By Yifan Wang

Li Auto Inc.'s shares jumped on Wednesday morning, as investors welcomed the Chinese electric-car maker's first-quarter earnings beat and stronger-than-expected second-quarter guidance.

The company's Hong Kong-listed stock soared as much as 13% by the midday trading break. The sharp gains followed a 4.1% overnight rise in Li Auto's shares on Wall Street.

The sharp rise came after Li Auto on late Tuesday said its first-quarter revenue more than doubled and loss narrowed significantly. Analysts particularly pointed to the solid improvement in the company's profitability, as gross profit margin rose 0.2 percentage point sequentially to 22.6%, despite China's pandemic resurgence. The level was well ahead of market expectations.

"Overall, despite the near-term supply chain issues, we are encouraged by Li Auto's gross margin improvement," US Tiger Securities analyst Bo Pei said in a research note. "With supply chain restoration and new models, growth should reaccelerate" in the second half of the year, he added.

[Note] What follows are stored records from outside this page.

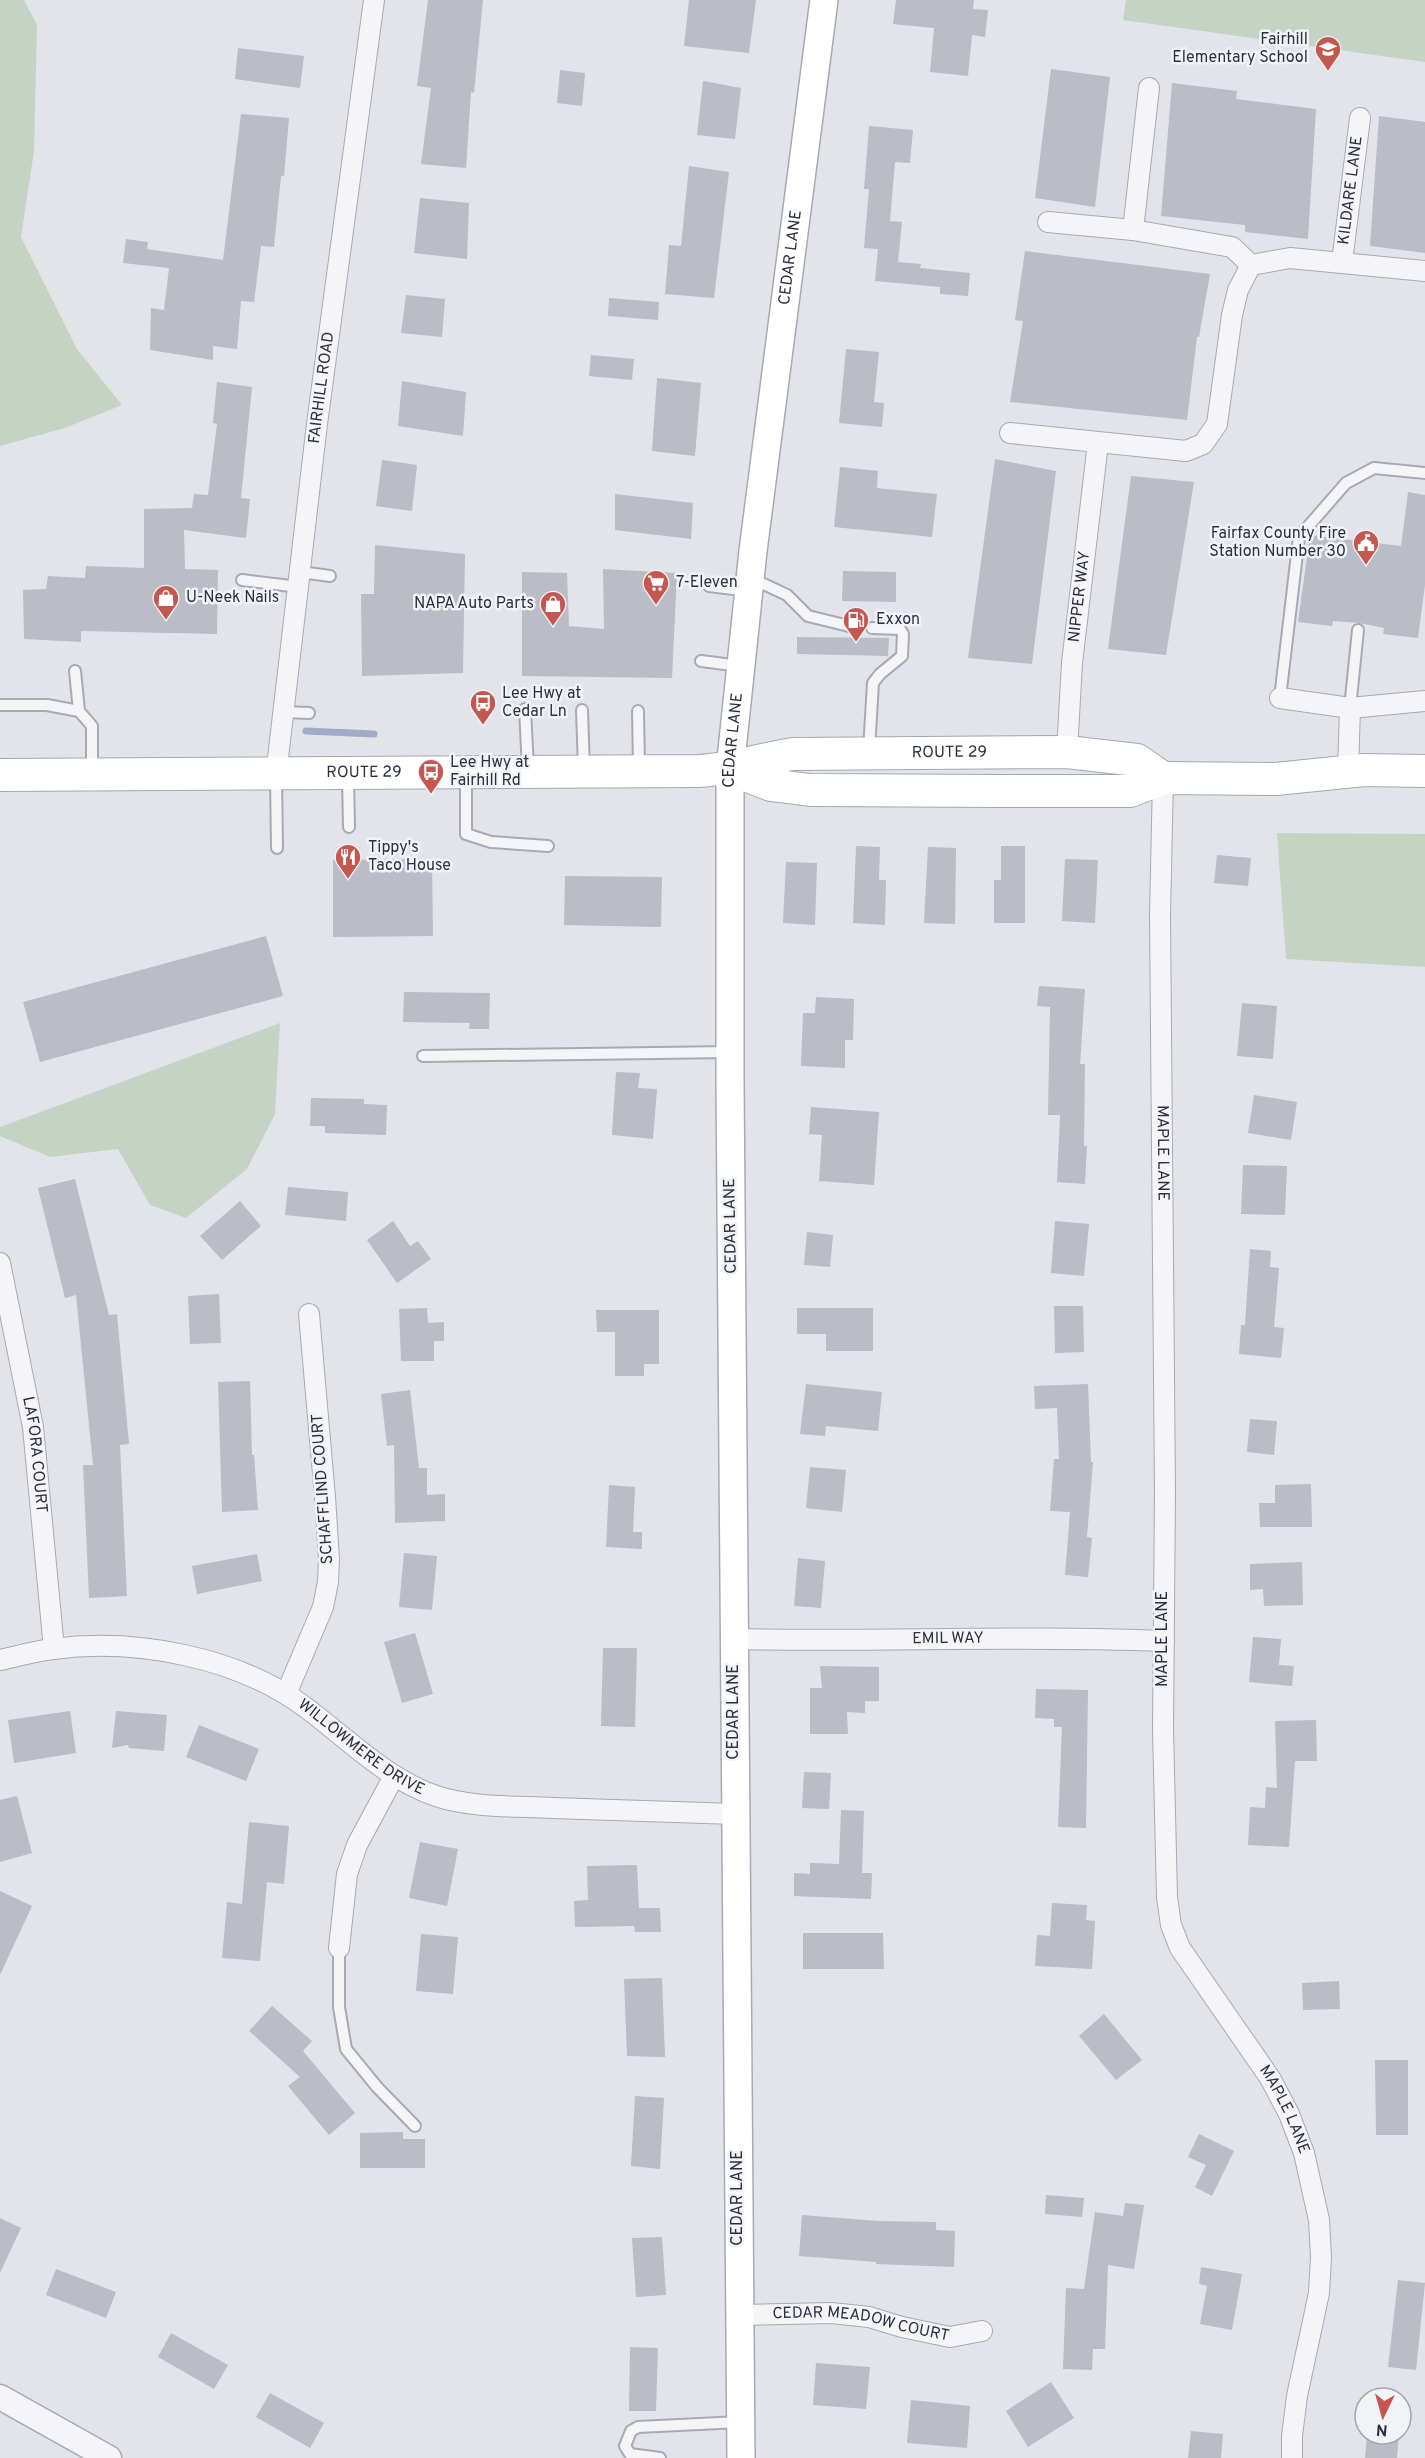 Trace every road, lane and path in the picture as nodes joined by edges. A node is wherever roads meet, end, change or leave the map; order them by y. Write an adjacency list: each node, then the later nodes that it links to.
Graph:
1 (374, 0): 14 (street, FAIRHILL ROAD)
2 (824, 0): 16 (main road, CEDAR LANE)
3 (1149, 88): 6 (street)
4 (1360, 118): 7 (street, KILDARE LANE)
5 (1048, 222): 6 (street)
6 (1133, 230): 8 (street)
7 (1342, 262): 8 (street); 9 (street)
8 (1251, 265): 11 (street)
9 (1425, 271)
10 (1010, 433): 11 (street)
11 (1098, 443): 34 (street, NIPPER WAY)
12 (1425, 473): 24 (lane)
13 (330, 576): 14 (lane)
14 (300, 579): 15 (lane); 32 (street, FAIRHILL ROAD)
15 (242, 580)
16 (750, 585): 17 (lane); 18 (lane); 22 (main road, CEDAR LANE)
17 (709, 586)
18 (857, 628)
19 (872, 628): 35 (lane)
20 (1358, 630): 27 (lane)
21 (701, 661): 22 (lane)
22 (741, 666): 36 (main road, CEDAR LANE)
23 (75, 671): 30 (lane)
24 (1280, 698): 27 (street)
25 (1425, 701): 27 (street)
26 (0, 705): 30 (lane)
27 (1350, 708): 42 (street)
28 (525, 709): 37 (lane)
29 (582, 710): 38 (lane)
30 (79, 711): 45 (lane)
31 (638, 711): 39 (lane)
32 (284, 712): 33 (lane); 46 (street, FAIRHILL ROAD)
33 (309, 713)
34 (1067, 752): 35 (main road, ROUTE 29); 47 (main road, ROUTE 29)
35 (868, 753): 36 (main road, ROUTE 29)
36 (730, 769): 39 (main road, ROUTE 29); 47 (main road, ROUTE 29); 51 (main road, CEDAR LANE)
37 (528, 771): 38 (main road, ROUTE 29); 41 (main road, ROUTE 29)
38 (584, 771): 39 (main road, ROUTE 29)
39 (639, 771)
40 (1425, 771): 42 (main road, ROUTE 29)
41 (466, 772): 43 (main road, ROUTE 29); 49 (lane)
42 (1348, 772): 47 (main road, ROUTE 29)
43 (348, 773): 46 (main road, ROUTE 29); 48 (lane)
44 (0, 775): 45 (main road, ROUTE 29)
45 (92, 775): 46 (main road, ROUTE 29)
46 (276, 775): 50 (lane)
47 (1163, 778): 56 (street, MAPLE LANE)
48 (349, 827)
49 (548, 846)
50 (277, 848)
51 (730, 1052): 52 (lane); 55 (main road, CEDAR LANE)
52 (423, 1056)
53 (0, 1263): 57 (street, LAFORA COURT)
54 (309, 1314): 59 (street, SCHAFFLIND COURT)
55 (734, 1639): 56 (street, EMIL WAY); 61 (main road, CEDAR LANE)
56 (1164, 1641): 71 (street, MAPLE LANE)
57 (54, 1649): 58 (street, WILLOWMERE DRIVE); 59 (street, WILLOWMERE DRIVE)
58 (0, 1660)
59 (286, 1694): 60 (street, WILLOWMERE DRIVE)
60 (394, 1776): 61 (street, WILLOWMERE DRIVE); 62 (street)
61 (735, 1814): 64 (main road, CEDAR LANE)
62 (339, 1948): 63 (lane)
63 (415, 2126)
64 (739, 2315): 65 (street, CEDAR MEADOW COURT); 67 (main road, CEDAR LANE)
65 (982, 2331)
66 (0, 2397): 68 (street)
67 (740, 2422): 69 (lane); 70 (main road, CEDAR LANE)
68 (102, 2456)
69 (660, 2458)
70 (741, 2458)
71 (1292, 2458) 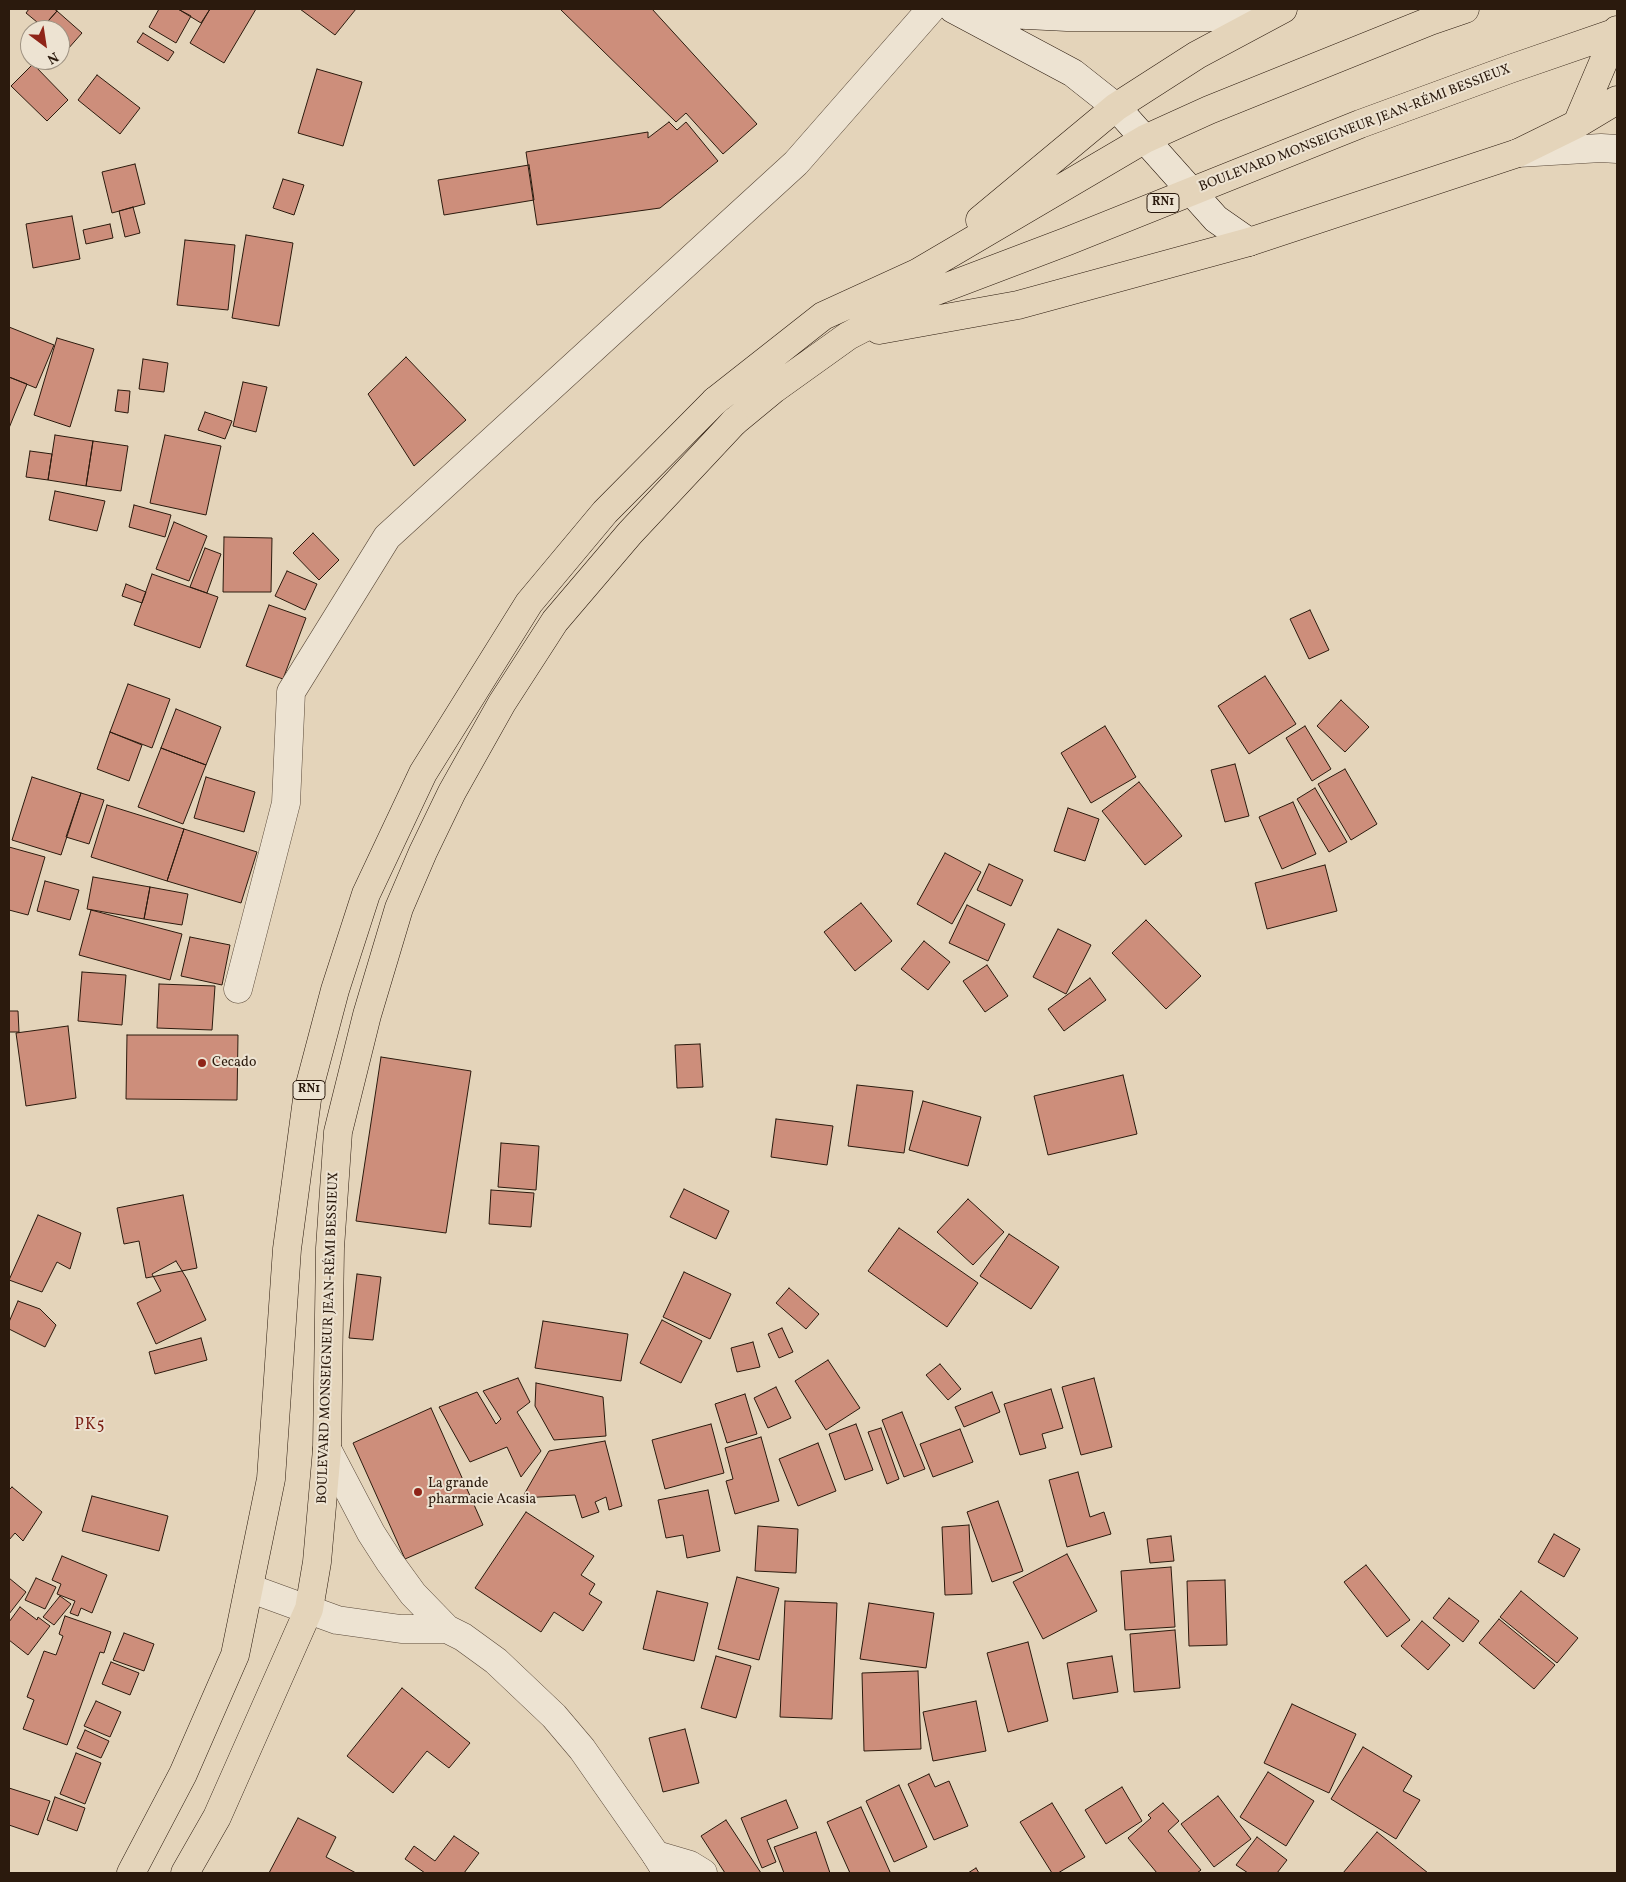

Li Auto also guided for a 19.5%-36.6% growth in car deliveries, a level exceeding many analysts' expectations. Citi called it a "rather positive and encouraging guidance."

Both US Tiger Securities and Citi analysts keep their buy call on Li Auto. US Tiger Securities has an unchanged target price of US$40 for the company's U.S.-traded shares, while Citi cut its target price to US$26.80 from US$51.50 as it believes Li's valuation multiple could weaken due to uncertainties in China's auto supply chain, as the country's strict pandemic curbs drag on. Li Auto's U.S. shares ended at USD19.67 overnight.

"We reckon the valuation multiple has further re-rating potential into June and July, but it very much depends on Covid policy in China and production recovery," Citi said.